**WHAT IS EXPECTED:** Please report how many lines in these records contain the string "ends", and give nothing besides the number.

**DATA RECORDS:**

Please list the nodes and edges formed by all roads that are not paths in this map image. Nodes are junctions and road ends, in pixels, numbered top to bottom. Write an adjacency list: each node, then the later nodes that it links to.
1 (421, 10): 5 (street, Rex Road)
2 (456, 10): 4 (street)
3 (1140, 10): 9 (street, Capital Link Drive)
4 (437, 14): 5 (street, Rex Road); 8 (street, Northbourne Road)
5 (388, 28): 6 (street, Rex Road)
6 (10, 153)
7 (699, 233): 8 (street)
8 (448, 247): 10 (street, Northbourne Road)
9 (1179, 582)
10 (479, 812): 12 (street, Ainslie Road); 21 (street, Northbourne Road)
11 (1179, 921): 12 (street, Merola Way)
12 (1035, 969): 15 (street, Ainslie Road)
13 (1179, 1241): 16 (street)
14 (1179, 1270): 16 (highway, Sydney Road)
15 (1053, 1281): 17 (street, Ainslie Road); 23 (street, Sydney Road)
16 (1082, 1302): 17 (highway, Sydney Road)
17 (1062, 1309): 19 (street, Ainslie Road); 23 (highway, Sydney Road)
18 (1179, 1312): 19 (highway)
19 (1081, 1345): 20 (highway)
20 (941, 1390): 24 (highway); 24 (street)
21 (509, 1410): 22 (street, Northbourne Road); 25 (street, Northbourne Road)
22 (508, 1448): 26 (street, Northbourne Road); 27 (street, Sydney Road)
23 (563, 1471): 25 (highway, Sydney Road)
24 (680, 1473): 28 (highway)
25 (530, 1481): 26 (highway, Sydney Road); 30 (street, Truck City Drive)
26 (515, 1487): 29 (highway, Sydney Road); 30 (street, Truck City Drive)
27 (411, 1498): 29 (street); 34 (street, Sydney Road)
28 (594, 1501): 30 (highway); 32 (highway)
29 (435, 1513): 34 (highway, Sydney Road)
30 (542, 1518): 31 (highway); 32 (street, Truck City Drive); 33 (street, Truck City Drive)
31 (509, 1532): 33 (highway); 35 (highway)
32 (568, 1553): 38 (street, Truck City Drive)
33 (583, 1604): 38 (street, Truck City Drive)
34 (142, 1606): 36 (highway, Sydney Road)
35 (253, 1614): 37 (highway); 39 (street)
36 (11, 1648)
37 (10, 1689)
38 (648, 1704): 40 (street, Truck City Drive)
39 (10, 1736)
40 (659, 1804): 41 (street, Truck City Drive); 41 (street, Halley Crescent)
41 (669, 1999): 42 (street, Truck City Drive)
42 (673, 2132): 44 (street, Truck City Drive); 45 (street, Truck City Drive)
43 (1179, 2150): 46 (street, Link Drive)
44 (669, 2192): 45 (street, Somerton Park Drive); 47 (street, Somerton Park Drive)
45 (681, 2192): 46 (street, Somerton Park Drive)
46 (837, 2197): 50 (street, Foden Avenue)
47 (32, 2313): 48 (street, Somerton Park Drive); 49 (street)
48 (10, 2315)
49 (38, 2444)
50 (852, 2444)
...
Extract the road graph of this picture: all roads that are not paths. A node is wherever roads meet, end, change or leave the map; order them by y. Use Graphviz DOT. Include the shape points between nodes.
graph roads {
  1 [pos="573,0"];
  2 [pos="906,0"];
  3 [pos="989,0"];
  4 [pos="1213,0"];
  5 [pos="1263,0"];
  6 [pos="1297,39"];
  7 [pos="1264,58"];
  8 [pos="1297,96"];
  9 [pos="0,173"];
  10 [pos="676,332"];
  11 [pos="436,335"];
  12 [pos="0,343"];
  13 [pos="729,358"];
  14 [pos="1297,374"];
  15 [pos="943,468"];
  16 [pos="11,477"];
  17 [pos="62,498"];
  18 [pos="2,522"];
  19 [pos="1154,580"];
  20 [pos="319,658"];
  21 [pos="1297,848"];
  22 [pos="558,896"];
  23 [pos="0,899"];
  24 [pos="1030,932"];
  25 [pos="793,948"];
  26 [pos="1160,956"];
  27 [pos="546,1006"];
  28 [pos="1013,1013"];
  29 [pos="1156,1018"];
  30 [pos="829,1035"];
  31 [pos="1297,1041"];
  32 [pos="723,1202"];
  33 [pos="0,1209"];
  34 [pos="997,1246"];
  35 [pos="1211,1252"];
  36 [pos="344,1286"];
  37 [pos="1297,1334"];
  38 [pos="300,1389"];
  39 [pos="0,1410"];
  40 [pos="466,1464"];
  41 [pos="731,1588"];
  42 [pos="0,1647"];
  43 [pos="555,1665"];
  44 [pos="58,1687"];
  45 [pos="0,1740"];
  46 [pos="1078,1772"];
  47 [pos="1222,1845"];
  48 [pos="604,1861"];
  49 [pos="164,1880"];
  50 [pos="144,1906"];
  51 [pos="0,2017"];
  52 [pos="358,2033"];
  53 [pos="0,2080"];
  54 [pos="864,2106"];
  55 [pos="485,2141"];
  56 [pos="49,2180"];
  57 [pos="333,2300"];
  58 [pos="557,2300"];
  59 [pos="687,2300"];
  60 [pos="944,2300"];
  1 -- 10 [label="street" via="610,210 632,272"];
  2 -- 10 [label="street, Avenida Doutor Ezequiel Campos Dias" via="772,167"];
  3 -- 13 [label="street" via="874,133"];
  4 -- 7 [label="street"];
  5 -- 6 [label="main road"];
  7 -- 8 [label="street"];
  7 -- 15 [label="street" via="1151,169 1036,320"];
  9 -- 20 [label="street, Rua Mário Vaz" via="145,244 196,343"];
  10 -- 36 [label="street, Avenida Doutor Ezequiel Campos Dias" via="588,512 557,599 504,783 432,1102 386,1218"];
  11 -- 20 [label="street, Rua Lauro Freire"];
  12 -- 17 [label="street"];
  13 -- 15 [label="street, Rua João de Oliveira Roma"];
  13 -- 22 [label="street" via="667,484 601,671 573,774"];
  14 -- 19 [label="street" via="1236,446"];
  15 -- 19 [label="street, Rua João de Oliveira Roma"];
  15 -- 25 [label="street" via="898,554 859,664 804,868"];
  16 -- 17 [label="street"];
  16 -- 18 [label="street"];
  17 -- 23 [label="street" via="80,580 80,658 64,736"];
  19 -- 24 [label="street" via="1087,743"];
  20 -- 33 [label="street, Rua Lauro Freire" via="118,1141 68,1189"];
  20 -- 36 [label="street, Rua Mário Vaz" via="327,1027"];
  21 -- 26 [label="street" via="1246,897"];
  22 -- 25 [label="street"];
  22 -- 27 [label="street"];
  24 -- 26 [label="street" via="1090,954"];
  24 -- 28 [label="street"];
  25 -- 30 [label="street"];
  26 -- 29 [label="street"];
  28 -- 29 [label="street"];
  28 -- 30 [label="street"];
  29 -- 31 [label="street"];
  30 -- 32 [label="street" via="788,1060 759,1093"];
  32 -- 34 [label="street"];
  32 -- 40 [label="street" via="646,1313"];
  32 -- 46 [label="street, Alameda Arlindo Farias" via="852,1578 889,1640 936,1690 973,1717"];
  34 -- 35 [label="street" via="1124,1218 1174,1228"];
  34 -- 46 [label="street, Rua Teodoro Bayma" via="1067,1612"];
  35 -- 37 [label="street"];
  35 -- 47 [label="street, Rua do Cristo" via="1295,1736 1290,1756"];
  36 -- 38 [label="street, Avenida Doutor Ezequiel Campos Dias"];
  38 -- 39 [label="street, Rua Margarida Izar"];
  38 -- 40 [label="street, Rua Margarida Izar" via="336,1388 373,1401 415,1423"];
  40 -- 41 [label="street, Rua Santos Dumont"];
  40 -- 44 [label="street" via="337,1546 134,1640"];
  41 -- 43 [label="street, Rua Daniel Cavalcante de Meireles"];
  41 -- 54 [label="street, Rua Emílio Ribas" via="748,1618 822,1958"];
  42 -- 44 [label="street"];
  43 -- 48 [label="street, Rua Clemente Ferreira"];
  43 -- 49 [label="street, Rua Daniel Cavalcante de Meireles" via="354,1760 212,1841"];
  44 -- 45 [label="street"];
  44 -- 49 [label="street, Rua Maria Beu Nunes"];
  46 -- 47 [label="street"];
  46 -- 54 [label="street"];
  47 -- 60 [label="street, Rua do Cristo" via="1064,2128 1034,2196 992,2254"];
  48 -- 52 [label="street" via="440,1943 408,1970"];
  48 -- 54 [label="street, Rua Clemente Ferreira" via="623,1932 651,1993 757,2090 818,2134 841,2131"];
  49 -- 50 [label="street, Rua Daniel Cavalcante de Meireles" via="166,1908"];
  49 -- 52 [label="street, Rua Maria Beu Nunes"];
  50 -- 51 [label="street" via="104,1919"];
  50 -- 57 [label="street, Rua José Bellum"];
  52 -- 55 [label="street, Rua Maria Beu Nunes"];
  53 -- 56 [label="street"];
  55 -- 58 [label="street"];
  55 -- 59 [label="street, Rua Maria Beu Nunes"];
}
---
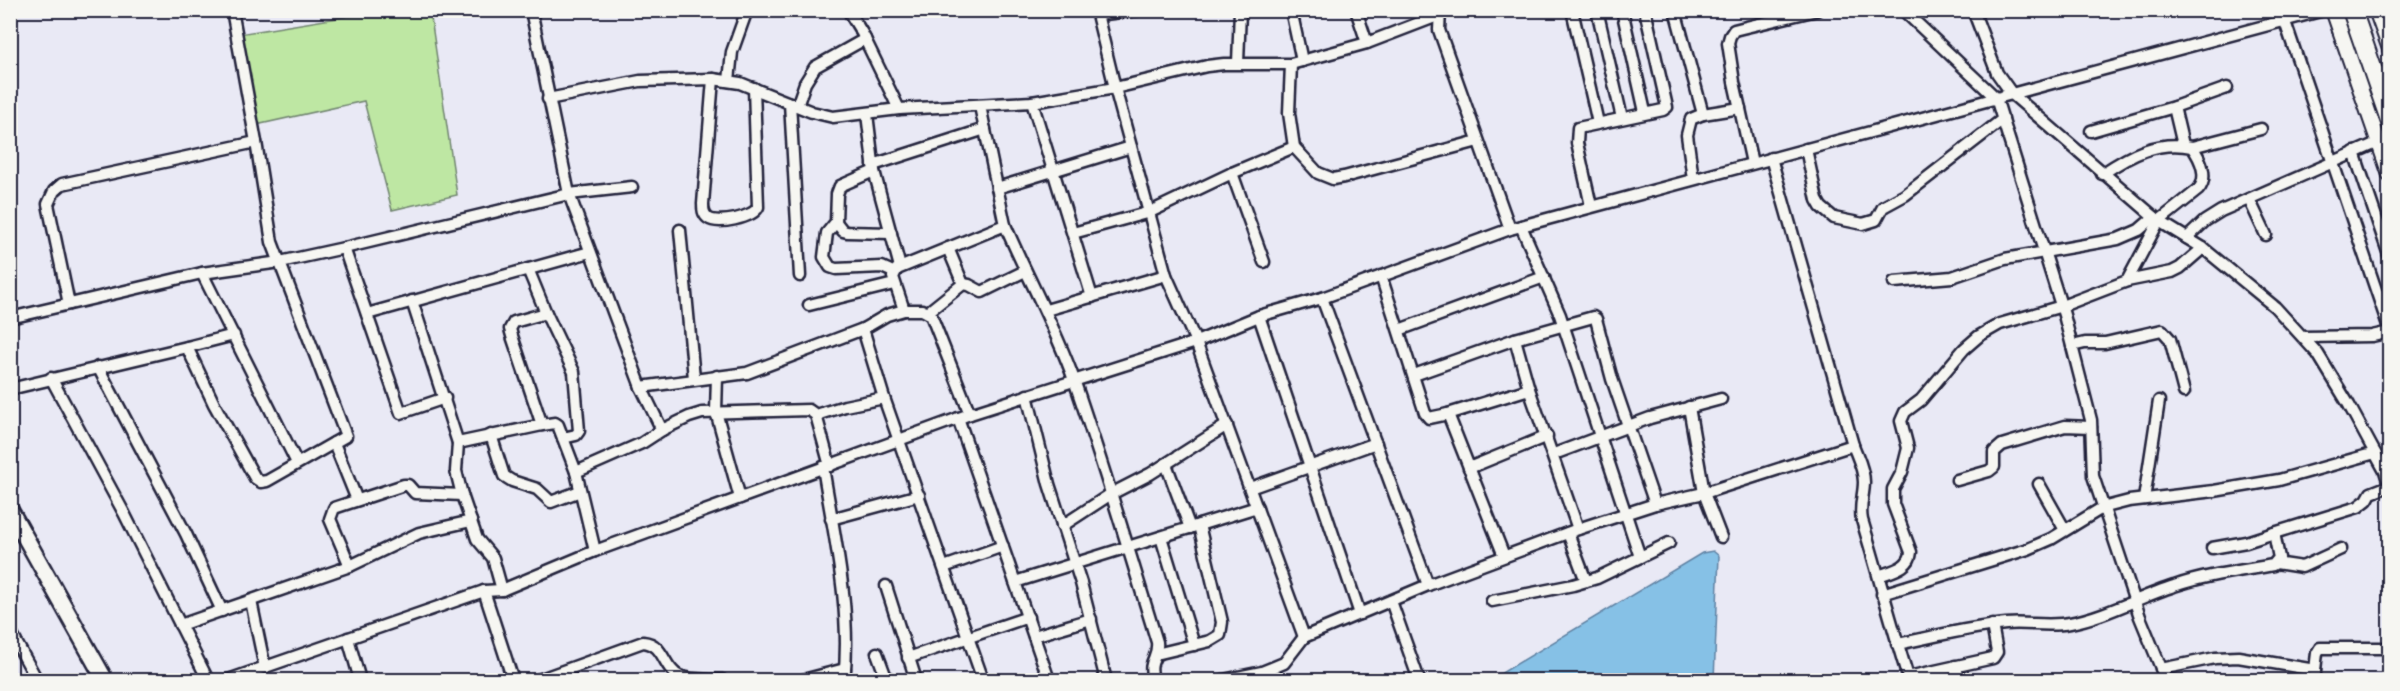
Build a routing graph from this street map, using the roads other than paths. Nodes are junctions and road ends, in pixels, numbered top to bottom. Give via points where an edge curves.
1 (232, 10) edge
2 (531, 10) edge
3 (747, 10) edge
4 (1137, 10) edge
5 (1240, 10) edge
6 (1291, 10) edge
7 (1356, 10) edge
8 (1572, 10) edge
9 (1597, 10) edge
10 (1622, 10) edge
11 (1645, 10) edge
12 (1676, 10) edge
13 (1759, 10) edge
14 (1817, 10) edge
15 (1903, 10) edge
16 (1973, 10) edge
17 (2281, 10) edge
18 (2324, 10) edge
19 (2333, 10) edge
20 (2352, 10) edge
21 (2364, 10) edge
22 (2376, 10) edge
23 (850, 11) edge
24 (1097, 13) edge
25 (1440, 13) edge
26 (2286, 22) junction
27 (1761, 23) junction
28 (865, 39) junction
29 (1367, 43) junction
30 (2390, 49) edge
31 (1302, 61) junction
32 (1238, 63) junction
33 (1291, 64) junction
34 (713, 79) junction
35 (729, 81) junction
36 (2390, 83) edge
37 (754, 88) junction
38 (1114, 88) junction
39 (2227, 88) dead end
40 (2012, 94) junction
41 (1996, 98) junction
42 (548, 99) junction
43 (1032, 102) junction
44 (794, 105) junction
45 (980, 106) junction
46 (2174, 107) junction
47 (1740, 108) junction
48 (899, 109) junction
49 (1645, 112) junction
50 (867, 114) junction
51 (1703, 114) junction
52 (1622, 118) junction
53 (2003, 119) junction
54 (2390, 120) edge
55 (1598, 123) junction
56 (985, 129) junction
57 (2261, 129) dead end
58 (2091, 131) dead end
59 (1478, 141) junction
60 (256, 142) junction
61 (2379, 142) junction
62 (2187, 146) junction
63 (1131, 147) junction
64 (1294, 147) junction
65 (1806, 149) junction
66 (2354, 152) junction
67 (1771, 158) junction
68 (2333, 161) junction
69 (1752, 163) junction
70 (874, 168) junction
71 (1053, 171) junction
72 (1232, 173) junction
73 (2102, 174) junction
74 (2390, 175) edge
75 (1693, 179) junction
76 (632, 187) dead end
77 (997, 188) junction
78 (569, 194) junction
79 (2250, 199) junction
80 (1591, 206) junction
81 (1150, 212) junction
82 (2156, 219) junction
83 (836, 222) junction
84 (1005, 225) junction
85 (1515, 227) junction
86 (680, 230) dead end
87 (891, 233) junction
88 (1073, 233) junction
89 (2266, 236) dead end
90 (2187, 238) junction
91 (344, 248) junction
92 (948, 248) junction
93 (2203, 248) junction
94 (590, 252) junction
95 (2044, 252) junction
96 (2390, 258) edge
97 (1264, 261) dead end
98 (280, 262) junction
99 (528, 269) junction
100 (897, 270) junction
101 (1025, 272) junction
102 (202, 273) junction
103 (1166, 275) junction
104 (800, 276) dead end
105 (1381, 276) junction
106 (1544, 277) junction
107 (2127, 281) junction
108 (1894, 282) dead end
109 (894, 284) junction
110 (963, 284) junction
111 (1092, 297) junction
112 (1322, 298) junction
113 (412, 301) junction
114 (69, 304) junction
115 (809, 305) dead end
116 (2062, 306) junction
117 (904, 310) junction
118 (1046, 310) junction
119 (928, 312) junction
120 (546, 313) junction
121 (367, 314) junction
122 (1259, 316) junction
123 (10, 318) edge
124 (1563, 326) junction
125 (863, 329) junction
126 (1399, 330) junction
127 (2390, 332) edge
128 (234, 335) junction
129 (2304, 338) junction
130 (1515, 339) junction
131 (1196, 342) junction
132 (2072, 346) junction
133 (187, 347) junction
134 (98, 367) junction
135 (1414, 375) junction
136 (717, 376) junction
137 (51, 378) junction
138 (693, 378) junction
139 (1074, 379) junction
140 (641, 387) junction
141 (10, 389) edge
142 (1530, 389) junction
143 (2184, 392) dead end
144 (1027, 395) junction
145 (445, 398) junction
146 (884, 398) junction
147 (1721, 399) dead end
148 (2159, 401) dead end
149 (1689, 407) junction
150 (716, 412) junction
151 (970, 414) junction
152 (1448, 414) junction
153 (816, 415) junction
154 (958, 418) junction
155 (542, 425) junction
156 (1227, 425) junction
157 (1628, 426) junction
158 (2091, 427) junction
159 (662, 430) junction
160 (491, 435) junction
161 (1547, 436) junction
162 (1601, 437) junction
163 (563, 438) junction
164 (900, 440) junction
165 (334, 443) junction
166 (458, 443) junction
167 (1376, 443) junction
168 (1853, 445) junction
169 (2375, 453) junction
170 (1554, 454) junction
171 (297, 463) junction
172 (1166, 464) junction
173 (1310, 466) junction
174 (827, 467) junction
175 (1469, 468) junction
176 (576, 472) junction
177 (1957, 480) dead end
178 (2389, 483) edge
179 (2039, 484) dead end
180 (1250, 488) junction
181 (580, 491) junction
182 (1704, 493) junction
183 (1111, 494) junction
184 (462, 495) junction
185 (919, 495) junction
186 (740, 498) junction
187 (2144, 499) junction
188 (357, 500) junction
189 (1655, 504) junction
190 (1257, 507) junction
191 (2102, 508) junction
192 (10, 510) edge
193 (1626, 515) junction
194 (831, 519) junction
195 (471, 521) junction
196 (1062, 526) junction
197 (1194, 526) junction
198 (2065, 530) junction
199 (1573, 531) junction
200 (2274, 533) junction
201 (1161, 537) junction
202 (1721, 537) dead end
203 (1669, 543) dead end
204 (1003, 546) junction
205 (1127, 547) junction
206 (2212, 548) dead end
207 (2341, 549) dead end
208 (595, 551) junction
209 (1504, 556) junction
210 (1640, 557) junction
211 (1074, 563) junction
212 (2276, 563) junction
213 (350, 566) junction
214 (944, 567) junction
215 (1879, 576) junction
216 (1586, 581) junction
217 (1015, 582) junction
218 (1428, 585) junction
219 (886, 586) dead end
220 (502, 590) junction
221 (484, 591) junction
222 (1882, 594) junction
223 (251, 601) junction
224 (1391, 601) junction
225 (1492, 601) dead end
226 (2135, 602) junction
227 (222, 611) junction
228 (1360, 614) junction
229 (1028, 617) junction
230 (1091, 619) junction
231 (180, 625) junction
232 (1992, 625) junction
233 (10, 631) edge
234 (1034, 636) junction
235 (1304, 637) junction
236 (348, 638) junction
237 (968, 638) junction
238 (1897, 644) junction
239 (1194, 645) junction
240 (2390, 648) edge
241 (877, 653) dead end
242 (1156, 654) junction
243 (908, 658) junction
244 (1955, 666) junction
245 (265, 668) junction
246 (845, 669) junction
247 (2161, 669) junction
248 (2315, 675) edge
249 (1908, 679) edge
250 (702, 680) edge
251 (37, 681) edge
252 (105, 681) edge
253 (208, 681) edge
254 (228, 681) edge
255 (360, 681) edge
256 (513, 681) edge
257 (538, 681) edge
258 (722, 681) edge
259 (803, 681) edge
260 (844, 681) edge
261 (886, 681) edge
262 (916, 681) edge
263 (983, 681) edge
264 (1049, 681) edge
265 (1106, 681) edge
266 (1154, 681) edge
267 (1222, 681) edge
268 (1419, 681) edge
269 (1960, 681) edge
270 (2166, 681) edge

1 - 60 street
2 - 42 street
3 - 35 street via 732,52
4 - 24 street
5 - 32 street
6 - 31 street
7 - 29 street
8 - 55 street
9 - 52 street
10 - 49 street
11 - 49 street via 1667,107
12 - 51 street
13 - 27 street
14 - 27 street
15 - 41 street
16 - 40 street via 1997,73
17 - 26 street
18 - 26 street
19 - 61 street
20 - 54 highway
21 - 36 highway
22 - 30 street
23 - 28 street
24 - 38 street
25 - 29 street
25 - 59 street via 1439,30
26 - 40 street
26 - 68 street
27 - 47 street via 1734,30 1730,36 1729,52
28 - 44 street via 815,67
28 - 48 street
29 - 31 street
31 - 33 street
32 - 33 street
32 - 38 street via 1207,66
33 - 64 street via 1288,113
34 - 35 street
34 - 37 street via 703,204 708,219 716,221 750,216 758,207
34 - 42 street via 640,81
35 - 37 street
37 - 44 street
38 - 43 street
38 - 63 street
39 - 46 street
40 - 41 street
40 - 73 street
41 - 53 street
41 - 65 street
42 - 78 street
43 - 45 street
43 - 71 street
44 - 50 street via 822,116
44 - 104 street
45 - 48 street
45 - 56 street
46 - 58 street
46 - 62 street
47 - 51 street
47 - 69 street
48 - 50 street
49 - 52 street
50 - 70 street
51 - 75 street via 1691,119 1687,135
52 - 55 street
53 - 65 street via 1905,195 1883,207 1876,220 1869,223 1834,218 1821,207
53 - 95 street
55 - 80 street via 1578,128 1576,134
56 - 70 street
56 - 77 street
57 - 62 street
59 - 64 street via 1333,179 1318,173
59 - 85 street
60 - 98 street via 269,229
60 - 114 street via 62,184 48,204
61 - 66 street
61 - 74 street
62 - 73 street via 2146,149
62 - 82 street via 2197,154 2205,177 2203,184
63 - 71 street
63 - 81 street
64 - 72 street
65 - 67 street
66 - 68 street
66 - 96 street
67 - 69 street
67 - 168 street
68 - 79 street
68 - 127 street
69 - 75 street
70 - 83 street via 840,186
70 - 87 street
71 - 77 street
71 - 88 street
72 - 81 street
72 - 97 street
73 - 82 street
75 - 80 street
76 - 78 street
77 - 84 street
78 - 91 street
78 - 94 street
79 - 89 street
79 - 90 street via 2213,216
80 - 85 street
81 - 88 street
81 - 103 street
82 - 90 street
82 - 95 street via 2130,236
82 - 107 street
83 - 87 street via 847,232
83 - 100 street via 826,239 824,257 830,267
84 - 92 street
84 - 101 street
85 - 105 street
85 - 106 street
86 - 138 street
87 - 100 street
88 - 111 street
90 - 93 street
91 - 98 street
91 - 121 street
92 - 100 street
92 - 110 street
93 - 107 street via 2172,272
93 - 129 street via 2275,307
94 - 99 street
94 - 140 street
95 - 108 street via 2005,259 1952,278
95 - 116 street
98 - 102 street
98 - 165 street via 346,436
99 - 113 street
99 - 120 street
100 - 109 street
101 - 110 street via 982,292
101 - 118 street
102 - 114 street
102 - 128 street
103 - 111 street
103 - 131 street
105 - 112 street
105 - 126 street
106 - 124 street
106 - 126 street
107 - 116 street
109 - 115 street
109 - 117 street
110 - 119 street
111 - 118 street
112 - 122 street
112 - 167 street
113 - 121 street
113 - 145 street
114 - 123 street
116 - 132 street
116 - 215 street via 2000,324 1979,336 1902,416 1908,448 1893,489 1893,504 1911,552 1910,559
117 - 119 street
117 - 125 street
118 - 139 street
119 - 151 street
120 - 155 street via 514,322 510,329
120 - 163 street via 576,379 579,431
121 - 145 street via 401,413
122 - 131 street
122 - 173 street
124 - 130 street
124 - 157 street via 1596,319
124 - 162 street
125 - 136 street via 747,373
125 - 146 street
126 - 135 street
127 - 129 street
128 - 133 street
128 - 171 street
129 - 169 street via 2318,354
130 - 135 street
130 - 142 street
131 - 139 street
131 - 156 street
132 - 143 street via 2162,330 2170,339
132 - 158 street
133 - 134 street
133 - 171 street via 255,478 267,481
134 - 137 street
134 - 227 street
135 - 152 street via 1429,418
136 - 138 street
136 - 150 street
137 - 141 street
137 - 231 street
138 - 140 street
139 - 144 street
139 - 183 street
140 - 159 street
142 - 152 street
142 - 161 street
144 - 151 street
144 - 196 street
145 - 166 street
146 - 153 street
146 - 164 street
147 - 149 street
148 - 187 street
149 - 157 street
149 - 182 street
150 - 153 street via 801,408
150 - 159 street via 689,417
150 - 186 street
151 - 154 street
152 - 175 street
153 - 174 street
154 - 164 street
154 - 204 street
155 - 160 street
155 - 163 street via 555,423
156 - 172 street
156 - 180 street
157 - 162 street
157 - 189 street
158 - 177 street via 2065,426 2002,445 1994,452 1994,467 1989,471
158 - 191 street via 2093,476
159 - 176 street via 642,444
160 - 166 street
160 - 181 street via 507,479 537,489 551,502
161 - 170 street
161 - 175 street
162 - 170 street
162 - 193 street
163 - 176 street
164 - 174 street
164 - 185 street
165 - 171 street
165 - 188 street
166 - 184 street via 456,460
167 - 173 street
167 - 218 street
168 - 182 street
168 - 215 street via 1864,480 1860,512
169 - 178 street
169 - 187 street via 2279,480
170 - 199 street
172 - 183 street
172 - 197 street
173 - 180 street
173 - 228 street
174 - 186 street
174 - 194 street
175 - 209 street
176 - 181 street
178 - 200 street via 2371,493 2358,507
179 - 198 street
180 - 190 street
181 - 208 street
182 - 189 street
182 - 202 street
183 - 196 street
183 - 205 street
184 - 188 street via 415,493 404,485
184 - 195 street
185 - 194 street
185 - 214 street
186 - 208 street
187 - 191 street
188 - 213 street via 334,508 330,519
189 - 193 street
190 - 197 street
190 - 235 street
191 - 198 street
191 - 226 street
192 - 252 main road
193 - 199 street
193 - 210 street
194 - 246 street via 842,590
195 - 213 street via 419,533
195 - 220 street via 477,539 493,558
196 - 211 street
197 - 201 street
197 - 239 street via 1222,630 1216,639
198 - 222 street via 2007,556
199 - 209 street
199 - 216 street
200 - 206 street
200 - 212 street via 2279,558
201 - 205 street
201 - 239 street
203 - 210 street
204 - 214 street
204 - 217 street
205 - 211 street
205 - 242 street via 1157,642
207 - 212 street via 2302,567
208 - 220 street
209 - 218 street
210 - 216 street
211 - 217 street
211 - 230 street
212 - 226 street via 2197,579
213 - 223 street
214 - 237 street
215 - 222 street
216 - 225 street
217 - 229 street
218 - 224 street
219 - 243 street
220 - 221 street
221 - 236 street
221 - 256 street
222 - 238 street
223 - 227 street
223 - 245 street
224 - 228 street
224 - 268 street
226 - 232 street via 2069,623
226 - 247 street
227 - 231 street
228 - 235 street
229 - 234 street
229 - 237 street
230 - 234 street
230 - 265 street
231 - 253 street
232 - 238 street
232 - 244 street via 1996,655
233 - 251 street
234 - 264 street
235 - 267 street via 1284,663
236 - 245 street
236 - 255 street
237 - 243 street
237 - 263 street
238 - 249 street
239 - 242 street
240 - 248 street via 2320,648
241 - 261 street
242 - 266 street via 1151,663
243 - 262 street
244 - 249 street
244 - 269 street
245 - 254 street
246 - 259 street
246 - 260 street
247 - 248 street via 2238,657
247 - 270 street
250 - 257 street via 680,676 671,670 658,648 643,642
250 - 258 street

**YOUR RESPONSE:** 2